Though Sprem is ranked 85 now, her previous record shows that she is capable of playing top quality tennis. After Sprem, Sania will take on Russian might if everything goes according to the seeding. Likhotseva in the semis and Myskina in the finals. It is a tough tournament for Sania to win and she will have to be at her very best.
The presence of the Uberoi sisters, Shikha (ranked 151) and Neha (ranked 248), along with Sunitha Rao (ranked 161), will certainly add to the interest in the tournament. In Sania’s shadow one tends to dismiss them lightly. Believe me, to get to where they have, is not at all easy. One has to admire the enterprise, sacrifice and hard work put in by these girls. Special mention has to be made about the parental support, which entails far more sacrifice and is a much harder and trying job.
Whatever the results of the tournament, it has resuscitated tennis in Calcutta and put it back on track. To pull up sport onto its feet one requires a strong organisation with international awareness and vision, unstinted government support and the cooperation of industry. Only when these have jelled can we aspire for greater things.
As a lover of sport one has to applaud the chief minister, sports minister and the sponsors for putting Calcutta back on the tennis map. In equal measure, the enterprise shown by Jaidip Mukerjea, the tournament director and the Bhupathi family in organising and putting together the whole show, is laudable.
To stray from my blinkered vision of tennis I can see a golden opportunity for development of sport in West Bengal. Industry in West Bengal is at full throttle on the runway. Thousands of crores will be invested in industry and new townships. This is the time sport must be woven into the fabric of our lives, especially for the generations to come.

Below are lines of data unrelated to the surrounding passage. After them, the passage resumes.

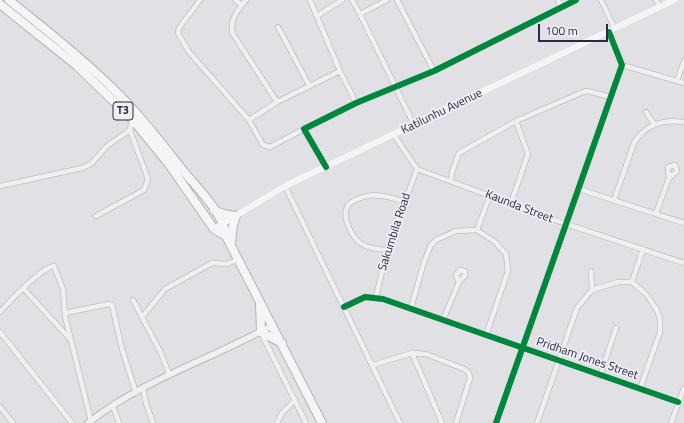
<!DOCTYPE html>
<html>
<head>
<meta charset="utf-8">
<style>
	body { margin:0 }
	#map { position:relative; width:684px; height:423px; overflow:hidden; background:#e1e1e5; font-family:"Titillium Web",sans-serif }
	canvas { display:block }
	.scale { position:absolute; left:538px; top:24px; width:70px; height:18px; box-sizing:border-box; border:2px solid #2b293d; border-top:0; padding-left:5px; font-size:12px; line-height:14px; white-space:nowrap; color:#2b293d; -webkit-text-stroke:3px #eeeef5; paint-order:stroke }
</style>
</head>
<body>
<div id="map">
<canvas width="684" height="423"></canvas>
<div class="scale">100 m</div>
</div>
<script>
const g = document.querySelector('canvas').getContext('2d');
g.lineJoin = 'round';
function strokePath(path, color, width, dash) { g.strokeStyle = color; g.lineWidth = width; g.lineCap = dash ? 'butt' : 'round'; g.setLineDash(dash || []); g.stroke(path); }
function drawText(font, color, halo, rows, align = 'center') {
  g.font = font + ' "Titillium Web",sans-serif'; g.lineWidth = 3.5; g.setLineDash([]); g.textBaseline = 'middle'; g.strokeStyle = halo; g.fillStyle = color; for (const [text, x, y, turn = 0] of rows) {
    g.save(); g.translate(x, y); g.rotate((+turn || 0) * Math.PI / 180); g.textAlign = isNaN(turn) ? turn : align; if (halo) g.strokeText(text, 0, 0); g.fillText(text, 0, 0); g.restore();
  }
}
const minor = new Path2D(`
	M200,0l-21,28 -1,5 11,19 60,68 14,25 7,2 34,-18
	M235,0l7,5
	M246,0c-9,10 -17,21 -13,34l44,68
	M310,0l30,71 16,32
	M352,0l8,14 54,111
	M397,0l37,71
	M558,0l3,7
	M601,0l14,29
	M656,0l4,7
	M360,14l27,-14
	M317,16l25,-16
	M278,27l31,58
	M622,65l62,18
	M677,81l7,-20
	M646,112l8,12
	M249,120l28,-18 63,-31
	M394,135l23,34 149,55 118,39
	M326,167l-22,-38 52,-26 78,-32 142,-71
	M451,181l1,-9 7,-19 57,-32 67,-29 4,-1 24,6
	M0,186l82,-18 9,-4 16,-18 23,-16 2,-11
	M285,186l115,237
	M579,189l105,34
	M614,200l20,-57c11,-18 29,-24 50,-21
	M511,203l17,-49 -12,-33
	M656,213l13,-35 -1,-11 7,-2 2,6 -8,7
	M96,216l48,-26 4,-11 -18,-49
	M477,230l13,-35
	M387,250c-10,-1 -22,-2 -29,-9 -4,-3 -8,-11 -10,-16 -7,-18 1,-25 19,-29 12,-3 26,3 37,5
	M591,271l1,19
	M632,282l11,-33
	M24,289l46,50
	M376,297l11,-47 30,-81
	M133,300l28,53 8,21
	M344,307l21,-10 18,2 295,103
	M411,308l13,-46 7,-17 5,-5 20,-9 21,-1 18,12 11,12 2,17 -22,64
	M0,312c10,-11 41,-44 54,-46l9,23 2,27 26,105
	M65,313l44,-9 3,1 10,44 14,44
	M142,317l23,-28 47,-26 15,1 12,-5
	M443,320l16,-38 6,-6v-5l-5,-1 -4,5 3,7
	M0,332l72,91
	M261,333l45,90
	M412,353l30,70
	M373,365l39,-12 14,1 38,15 5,4 1,5 -14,45
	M600,376l16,-48
	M143,389l3,14 7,20
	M113,406l6,17
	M0,407l13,16
	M277,423l5,-10 13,-13
	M496,423l126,-358 -13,-33
	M537,423l40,-115 15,-18 26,-8h14l15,13 10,15 3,9v13l-20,57
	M671,423l13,-35`);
const tertiary = new Path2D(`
	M88,423c56,-44 124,-64 185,-98`);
const trunk = new Path2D(`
	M9,0c34,28 70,55 101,86 28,26 51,57 75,87 15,18 38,40 41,63l96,187
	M0,4l76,61 56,54 36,44 46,66 12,7
	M214,210l9,4 13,2 -3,9 -2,18
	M260,303l1,29 21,11`);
strokePath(minor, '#bebec2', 6);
strokePath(tertiary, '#bebec2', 8);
strokePath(trunk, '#b4b3b9', 10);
strokePath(minor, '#f0f0f2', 4.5);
strokePath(tertiary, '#f0f0f2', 5.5);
strokePath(new Path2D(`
	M214,229l71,-43 389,-186`), '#f5f5f6', 6);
strokePath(trunk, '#f5f5f6', 8);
strokePath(new Path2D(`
	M326,167l-22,-38 52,-26 78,-32 142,-71
	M344,307l21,-10 18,2 295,103
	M496,423l126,-358 -13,-33`), '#00873e', 6);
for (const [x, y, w] of [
	[123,111,20]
]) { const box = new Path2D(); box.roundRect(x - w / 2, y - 9, w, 18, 3); g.fillStyle = '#eeeef5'; g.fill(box); strokePath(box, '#2b293d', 1); }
drawText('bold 11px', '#2b293d', null, [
	["T3",123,111]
]);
drawText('12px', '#2b293d', '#eeeef5', [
	["Katilunhu Avenue",442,112,-26],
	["Kaunda Street",519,207,21],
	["Sakumbila Road",395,232,-72],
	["Pridham Jones Street",587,359,19]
]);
</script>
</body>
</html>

The current generations have suffered much due to the lack of sports facilities and a tunnel vision concept of education. Now that West Bengal’s economic future seems secure, we should think about sport. Think Big. Build football fields, astroturf for hockey, gymnasiums, athletic tracks, tennis courts, basketball, badminton etc. Let every child in the state have access to sport at minimal affordable cost.